HIIT vs HIIT plus Plyometric Jump Training on Achilles Tendon Mechanical Properties in Youth with Obesity During Biological Maturation
Mauricio Inostroza-Mondaca, Luis Peñailillo, José Afonso, Rodrigo Ramirez-CampilloContext:
The worldwide prevalence of youth with obesity increased 4.2-fold between 1976 and 2022. Obesity may negatively alter the muscle-tendon unit architecture, function, and oxidative capacity. High-intensity interval training (HIIT) combined with plyometric jump training may attenuate the structural and everyday activities impairments (e.g., jumping) induced by obesity, but the effects may be moderated by biological maturation.
Objective:
This randomized controlled trial (RCT) protocol aims to determine the effects of HIIT and HIIT plus plyometric jump training on the muscle-tendon architecture, function, and oxidative capacity of youth with obesity across different biological maturation stages.
Design:
Parallel group RCT.
Setting:
Public health hospital, targeting time-efficient protocol training with direct application into clinical practice in the youth with obesity.
Participants:
Youth with obesity pre- and post-age to peak-height velocity (APHV).
Intervention:
Forty participants will be randomized into four equal groups: i) obese pre-APHV performing HIIT, ii) obese pre-APHV performing HIIT plus plyometrics, iii) obese post-APHV performing HIIT, and iv) obese post-APHV performing HIIT plus plyometrics. Training will last 12 wk, three times per week. The HIIT groups will complete 2 wk of familiarization with moderate-intensity continuous training, followed by 20-min HIIT sessions (85%:50% maximal heart rate) from weeks 3 to 12. The combined groups will follow the same familiarization, then progress to 15-min HIIT plus 5 min of all-out plyometric exercises.
Main Outcome Measure:
Achilles tendon mechanical properties will be the main outcome.
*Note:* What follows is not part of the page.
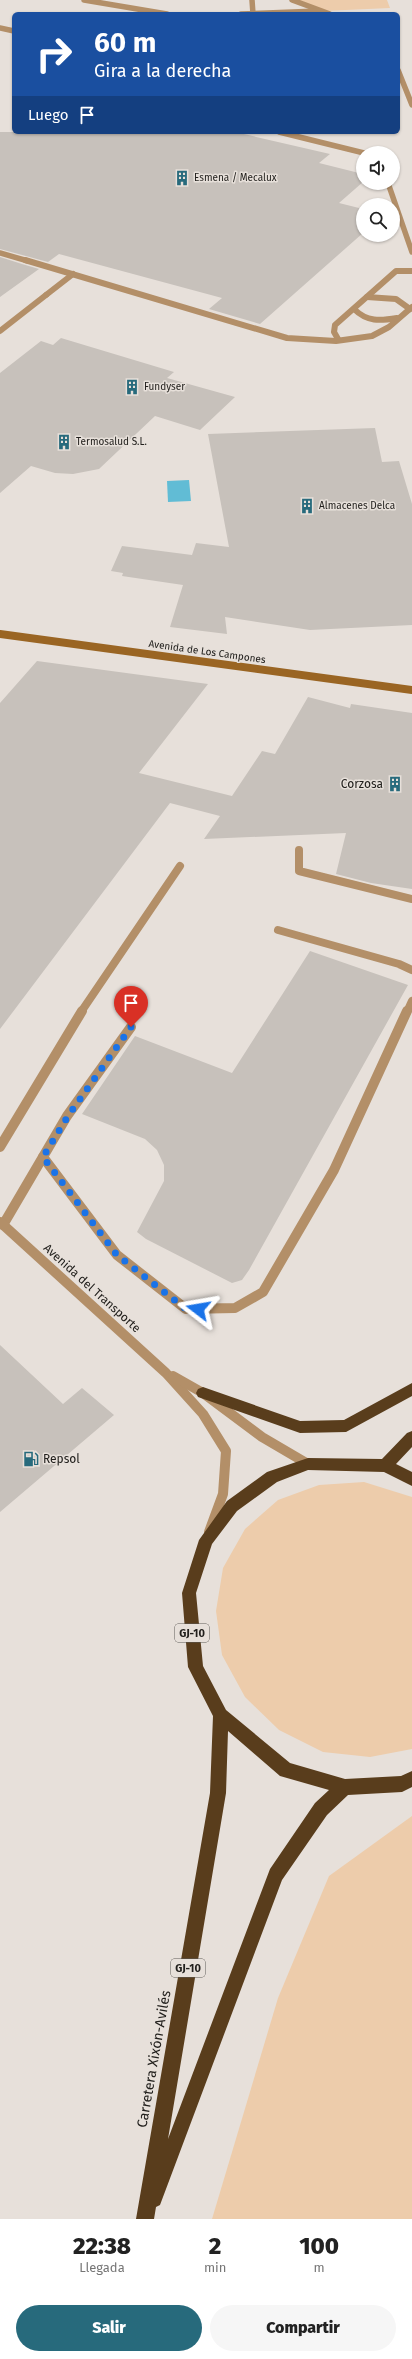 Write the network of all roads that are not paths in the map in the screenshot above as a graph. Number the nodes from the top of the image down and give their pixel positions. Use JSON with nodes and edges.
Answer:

The secondary outcomes will be Achilles tendon structure, gastrocnemius medialis architecture, plantar flexor muscle function, jump capacity, muscle oxidative capacity, inflammatory markers, hematological parameters, body composition, quality of life, physical literacy, and enjoyment.
Conclusion:
This RCT emphasizes the development of time-efficient training protocols for youth with obesity tailored to biological maturation stages.